The post-modern in me vehemently disagrees. Going back to Richard Rorty (another book I’m reading irony, contingency, & solidarity), we can still choose to passionately live a life dedicated to ideals of love, service and sacrifice. Even if this life were all God gave us, we could still choose to live it in such a way that we made a difference here and now, as well as later on for our children and their children. Timeless suffering or joy is a good motivator, but ultimately we could still choose to follow Jesus, and have our “reward” be nothing more than knowing that we had lived a life of congruency.

Again, though, I agree with another quote: Every act of our lives strikes some chord that will vibrate in eternity. Our actions here do have eternal consequences. As a Catholic, one of the teachings of my church is that our actions here – our sins and our good deeds – will determine our final resting place – either we’re gonna be air-conditioned for all eternity, or we’re gonna fry. 🙂 We condition ourselves in this life to live the next – so if we persist in unforgiveness (both giving and receiving) we will forever shut the door to the One who is Forgiveness. Accordingly, if we practice forgiveness and loving-kindness here and now, we will be able to accept the forgiveness of the One.

I also think our actions have temporal consequences, consequences that we can feel here and now, though these mostly involve conscience and quality of interior living.

“All life is suffering” (to quote the Buddha), and part of that suffering flows from our “unright” actions. Even if there was no hell, this life could become a lifetime of hell, made so by our own actions, our own thoughts, our own conscience.

Until tomorrow . . .

Blessings & Peace,


2 thoughts on “Eternity

  1. Hugo says:


    I really like Rorty – don’t necessarily agree with everything he has to say, but I like a lot of his ideas and, like you, he’s moved me in my faith journey. He’s a little dense at times, and he references people from many different disciplines, so I can see where it’s hard to get into him . . . but I like his writing.

    I’ve found that most things, if approached with a certain mindset, can lead me to religious awakening. I like to watch movies, listen to music, read disparate materials . . . and if I look closely enough, I can find spiritual dimensions (even if the original creator never intended there to be any religious overtones) – it has to do, for me, with “putting on the mind of Christ.”
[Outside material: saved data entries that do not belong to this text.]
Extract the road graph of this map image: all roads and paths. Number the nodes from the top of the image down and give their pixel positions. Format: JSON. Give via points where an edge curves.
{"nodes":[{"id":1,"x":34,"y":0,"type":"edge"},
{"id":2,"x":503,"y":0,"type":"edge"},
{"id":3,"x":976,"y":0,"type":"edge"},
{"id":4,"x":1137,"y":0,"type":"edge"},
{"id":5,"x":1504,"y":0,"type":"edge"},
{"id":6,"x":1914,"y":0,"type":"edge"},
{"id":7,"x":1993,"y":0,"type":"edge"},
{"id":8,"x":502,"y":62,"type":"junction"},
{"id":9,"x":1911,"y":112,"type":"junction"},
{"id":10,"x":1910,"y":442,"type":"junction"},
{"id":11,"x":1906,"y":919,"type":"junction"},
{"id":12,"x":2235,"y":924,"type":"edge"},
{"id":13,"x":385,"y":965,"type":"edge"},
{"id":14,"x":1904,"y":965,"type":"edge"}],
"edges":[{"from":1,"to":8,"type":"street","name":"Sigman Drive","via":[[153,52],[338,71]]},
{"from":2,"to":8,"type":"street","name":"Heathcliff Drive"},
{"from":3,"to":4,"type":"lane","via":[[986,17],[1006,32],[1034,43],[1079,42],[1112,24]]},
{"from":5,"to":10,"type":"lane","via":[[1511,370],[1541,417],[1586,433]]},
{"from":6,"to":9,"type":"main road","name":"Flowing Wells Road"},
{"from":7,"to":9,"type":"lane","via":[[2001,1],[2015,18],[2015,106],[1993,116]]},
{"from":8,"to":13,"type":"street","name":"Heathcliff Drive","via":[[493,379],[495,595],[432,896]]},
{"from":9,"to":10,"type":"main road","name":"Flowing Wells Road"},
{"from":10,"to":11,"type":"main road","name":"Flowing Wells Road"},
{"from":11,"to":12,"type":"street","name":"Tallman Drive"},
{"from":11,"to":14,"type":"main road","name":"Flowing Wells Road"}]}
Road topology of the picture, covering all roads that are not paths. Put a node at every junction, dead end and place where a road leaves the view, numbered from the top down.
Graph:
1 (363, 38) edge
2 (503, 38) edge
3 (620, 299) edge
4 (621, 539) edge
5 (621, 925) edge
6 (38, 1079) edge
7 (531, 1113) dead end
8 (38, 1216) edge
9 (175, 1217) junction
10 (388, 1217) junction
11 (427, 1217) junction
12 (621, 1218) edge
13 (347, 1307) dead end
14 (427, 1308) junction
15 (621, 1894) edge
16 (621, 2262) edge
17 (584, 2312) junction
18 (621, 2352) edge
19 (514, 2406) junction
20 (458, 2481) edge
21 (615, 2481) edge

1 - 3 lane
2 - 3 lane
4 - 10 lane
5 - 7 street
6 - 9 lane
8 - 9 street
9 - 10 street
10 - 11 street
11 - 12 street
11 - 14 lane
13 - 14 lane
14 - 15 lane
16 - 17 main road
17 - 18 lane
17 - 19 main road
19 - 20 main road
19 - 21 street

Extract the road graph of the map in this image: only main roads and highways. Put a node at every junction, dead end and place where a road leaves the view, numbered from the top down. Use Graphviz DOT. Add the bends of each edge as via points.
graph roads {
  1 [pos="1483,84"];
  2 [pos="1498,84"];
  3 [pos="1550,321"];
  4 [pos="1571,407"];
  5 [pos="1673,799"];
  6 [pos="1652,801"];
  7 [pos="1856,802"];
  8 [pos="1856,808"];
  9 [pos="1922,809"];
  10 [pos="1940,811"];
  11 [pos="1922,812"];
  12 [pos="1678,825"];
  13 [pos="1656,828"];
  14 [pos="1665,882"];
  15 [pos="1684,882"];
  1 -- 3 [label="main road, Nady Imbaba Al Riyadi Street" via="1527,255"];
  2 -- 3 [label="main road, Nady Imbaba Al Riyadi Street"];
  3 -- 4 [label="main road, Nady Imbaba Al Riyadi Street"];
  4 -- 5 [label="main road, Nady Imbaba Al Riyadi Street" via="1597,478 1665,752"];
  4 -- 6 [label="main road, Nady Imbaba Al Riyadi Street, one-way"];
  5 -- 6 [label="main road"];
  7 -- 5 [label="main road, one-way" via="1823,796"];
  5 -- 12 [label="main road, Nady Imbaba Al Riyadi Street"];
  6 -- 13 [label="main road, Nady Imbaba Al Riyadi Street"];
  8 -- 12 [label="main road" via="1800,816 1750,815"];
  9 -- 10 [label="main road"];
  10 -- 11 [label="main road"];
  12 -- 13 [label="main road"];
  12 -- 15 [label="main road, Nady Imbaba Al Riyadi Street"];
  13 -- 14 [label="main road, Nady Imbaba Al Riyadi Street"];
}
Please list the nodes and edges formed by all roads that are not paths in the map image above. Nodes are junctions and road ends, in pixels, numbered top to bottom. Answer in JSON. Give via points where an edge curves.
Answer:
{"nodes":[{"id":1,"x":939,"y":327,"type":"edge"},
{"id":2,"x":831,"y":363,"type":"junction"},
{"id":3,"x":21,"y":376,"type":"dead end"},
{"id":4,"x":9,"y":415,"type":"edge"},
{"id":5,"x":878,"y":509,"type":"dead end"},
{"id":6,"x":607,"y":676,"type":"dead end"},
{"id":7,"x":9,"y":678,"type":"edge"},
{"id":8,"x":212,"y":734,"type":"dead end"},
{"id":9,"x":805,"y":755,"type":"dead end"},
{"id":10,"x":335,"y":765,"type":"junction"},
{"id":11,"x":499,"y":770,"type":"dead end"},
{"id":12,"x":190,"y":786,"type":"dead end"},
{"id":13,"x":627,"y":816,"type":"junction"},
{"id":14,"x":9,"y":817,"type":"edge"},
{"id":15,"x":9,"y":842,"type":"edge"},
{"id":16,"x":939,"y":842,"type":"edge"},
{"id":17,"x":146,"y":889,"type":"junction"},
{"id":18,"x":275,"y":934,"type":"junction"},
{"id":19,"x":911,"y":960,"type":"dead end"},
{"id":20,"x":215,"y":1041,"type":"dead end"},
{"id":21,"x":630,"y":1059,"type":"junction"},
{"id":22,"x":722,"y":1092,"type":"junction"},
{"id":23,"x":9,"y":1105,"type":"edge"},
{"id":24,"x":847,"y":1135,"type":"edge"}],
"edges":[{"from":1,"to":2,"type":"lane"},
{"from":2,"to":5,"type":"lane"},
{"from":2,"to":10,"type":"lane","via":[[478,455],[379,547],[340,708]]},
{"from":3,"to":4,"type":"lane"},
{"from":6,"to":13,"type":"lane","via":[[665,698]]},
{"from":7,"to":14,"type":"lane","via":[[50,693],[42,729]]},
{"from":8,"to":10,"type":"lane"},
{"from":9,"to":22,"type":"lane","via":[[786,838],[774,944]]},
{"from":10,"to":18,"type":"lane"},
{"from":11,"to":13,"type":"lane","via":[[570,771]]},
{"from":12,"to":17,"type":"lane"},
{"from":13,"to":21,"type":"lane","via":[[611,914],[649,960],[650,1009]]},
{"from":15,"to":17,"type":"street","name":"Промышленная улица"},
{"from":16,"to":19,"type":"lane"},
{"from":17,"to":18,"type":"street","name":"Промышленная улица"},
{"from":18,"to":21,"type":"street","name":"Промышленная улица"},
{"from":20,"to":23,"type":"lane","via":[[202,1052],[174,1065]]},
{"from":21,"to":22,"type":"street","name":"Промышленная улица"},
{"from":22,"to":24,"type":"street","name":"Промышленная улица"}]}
    Thanks again for stopping by – helps me avoid work this Thursday afternoon! 🙂

    Blessings & Peace,

  2. Matt says:

    Hugo- I’m so glad you stopped by my blog, because now I’ve discovered yours! Most Christians don’t want to hear anything Rorty has to say (since most don’t even know who he is) but I think your comment is a perfect example of the way that “outside” thinkers provoke us to reconsider ourselves, as long as we’re willing to listen. Atheistic philosophers have ironically stimulated some of the greatest growth in my own faith. I’ll bet you’re a great educator!